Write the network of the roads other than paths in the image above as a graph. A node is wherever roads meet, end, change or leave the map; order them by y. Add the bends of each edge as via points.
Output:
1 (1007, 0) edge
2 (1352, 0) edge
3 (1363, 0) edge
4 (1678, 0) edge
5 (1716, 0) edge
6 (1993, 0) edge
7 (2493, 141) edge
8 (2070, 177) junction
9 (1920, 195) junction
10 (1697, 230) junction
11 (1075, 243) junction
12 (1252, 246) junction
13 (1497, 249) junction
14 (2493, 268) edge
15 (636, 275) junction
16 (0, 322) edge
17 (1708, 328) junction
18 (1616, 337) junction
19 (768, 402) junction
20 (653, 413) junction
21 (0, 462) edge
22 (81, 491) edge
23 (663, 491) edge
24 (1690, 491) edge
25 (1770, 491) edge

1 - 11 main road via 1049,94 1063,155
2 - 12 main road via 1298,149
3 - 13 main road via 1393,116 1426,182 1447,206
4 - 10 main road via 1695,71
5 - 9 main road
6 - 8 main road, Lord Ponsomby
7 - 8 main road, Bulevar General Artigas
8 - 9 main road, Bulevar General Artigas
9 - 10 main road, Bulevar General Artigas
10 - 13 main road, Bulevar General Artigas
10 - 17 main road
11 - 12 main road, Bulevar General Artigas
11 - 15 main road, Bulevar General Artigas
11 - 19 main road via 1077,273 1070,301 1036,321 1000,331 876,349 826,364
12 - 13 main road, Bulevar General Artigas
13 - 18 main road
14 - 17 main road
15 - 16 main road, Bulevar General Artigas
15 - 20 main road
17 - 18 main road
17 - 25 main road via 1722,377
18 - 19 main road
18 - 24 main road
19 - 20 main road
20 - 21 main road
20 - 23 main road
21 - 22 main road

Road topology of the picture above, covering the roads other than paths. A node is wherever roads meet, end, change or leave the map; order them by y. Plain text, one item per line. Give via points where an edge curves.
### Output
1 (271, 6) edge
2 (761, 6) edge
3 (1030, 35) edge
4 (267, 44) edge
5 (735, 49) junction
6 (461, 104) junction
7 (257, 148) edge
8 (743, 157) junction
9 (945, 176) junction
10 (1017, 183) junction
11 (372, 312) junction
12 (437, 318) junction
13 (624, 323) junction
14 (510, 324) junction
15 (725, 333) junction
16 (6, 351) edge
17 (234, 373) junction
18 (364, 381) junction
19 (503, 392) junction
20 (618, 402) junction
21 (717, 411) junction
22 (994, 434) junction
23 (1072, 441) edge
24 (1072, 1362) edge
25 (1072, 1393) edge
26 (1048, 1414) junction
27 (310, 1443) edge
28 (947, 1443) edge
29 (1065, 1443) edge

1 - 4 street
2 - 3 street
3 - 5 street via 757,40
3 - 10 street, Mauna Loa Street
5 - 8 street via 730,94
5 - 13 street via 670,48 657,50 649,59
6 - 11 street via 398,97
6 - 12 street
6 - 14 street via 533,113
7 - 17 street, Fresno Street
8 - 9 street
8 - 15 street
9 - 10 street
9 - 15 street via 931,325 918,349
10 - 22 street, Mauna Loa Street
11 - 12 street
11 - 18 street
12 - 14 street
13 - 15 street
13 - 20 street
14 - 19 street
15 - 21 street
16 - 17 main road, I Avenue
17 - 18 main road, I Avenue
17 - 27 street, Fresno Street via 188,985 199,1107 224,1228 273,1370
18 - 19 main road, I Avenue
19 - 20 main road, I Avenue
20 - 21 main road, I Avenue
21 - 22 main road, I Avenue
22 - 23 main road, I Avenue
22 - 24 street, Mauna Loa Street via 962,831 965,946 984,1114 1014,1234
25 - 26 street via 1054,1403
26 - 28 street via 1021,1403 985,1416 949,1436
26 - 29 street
#####
### WORK ITEM
Write down every entry exactly.

### SOLUTION
Write the network of the roads other than paths in the image above as a graph. A node is wherever roads meet, end, change or leave the map; order them by y. Add the bends of each edge as via points.
Output:
1 (1007, 0) edge
2 (1352, 0) edge
3 (1363, 0) edge
4 (1678, 0) edge
5 (1716, 0) edge
6 (1993, 0) edge
7 (2493, 141) edge
8 (2070, 177) junction
9 (1920, 195) junction
10 (1697, 230) junction
11 (1075, 243) junction
12 (1252, 246) junction
13 (1497, 249) junction
14 (2493, 268) edge
15 (636, 275) junction
16 (0, 322) edge
17 (1708, 328) junction
18 (1616, 337) junction
19 (768, 402) junction
20 (653, 413) junction
21 (0, 462) edge
22 (81, 491) edge
23 (663, 491) edge
24 (1690, 491) edge
25 (1770, 491) edge

1 - 11 main road via 1049,94 1063,155
2 - 12 main road via 1298,149
3 - 13 main road via 1393,116 1426,182 1447,206
4 - 10 main road via 1695,71
5 - 9 main road
6 - 8 main road, Lord Ponsomby
7 - 8 main road, Bulevar General Artigas
8 - 9 main road, Bulevar General Artigas
9 - 10 main road, Bulevar General Artigas
10 - 13 main road, Bulevar General Artigas
10 - 17 main road
11 - 12 main road, Bulevar General Artigas
11 - 15 main road, Bulevar General Artigas
11 - 19 main road via 1077,273 1070,301 1036,321 1000,331 876,349 826,364
12 - 13 main road, Bulevar General Artigas
13 - 18 main road
14 - 17 main road
15 - 16 main road, Bulevar General Artigas
15 - 20 main road
17 - 18 main road
17 - 25 main road via 1722,377
18 - 19 main road
18 - 24 main road
19 - 20 main road
20 - 21 main road
20 - 23 main road
21 - 22 main road

Road topology of the picture above, covering the roads other than paths. A node is wherever roads meet, end, change or leave the map; order them by y. Plain text, one item per line. Give via points where an edge curves.
### Output
1 (271, 6) edge
2 (761, 6) edge
3 (1030, 35) edge
4 (267, 44) edge
5 (735, 49) junction
6 (461, 104) junction
7 (257, 148) edge
8 (743, 157) junction
9 (945, 176) junction
10 (1017, 183) junction
11 (372, 312) junction
12 (437, 318) junction
13 (624, 323) junction
14 (510, 324) junction
15 (725, 333) junction
16 (6, 351) edge
17 (234, 373) junction
18 (364, 381) junction
19 (503, 392) junction
20 (618, 402) junction
21 (717, 411) junction
22 (994, 434) junction
23 (1072, 441) edge
24 (1072, 1362) edge
25 (1072, 1393) edge
26 (1048, 1414) junction
27 (310, 1443) edge
28 (947, 1443) edge
29 (1065, 1443) edge

1 - 4 street
2 - 3 street
3 - 5 street via 757,40
3 - 10 street, Mauna Loa Street
5 - 8 street via 730,94
5 - 13 street via 670,48 657,50 649,59
6 - 11 street via 398,97
6 - 12 street
6 - 14 street via 533,113
7 - 17 street, Fresno Street
8 - 9 street
8 - 15 street
9 - 10 street
9 - 15 street via 931,325 918,349
10 - 22 street, Mauna Loa Street
11 - 12 street
11 - 18 street
12 - 14 street
13 - 15 street
13 - 20 street
14 - 19 street
15 - 21 street
16 - 17 main road, I Avenue
17 - 18 main road, I Avenue
17 - 27 street, Fresno Street via 188,985 199,1107 224,1228 273,1370
18 - 19 main road, I Avenue
19 - 20 main road, I Avenue
20 - 21 main road, I Avenue
21 - 22 main road, I Avenue
22 - 23 main road, I Avenue
22 - 24 street, Mauna Loa Street via 962,831 965,946 984,1114 1014,1234
25 - 26 street via 1054,1403
26 - 28 street via 1021,1403 985,1416 949,1436
26 - 29 street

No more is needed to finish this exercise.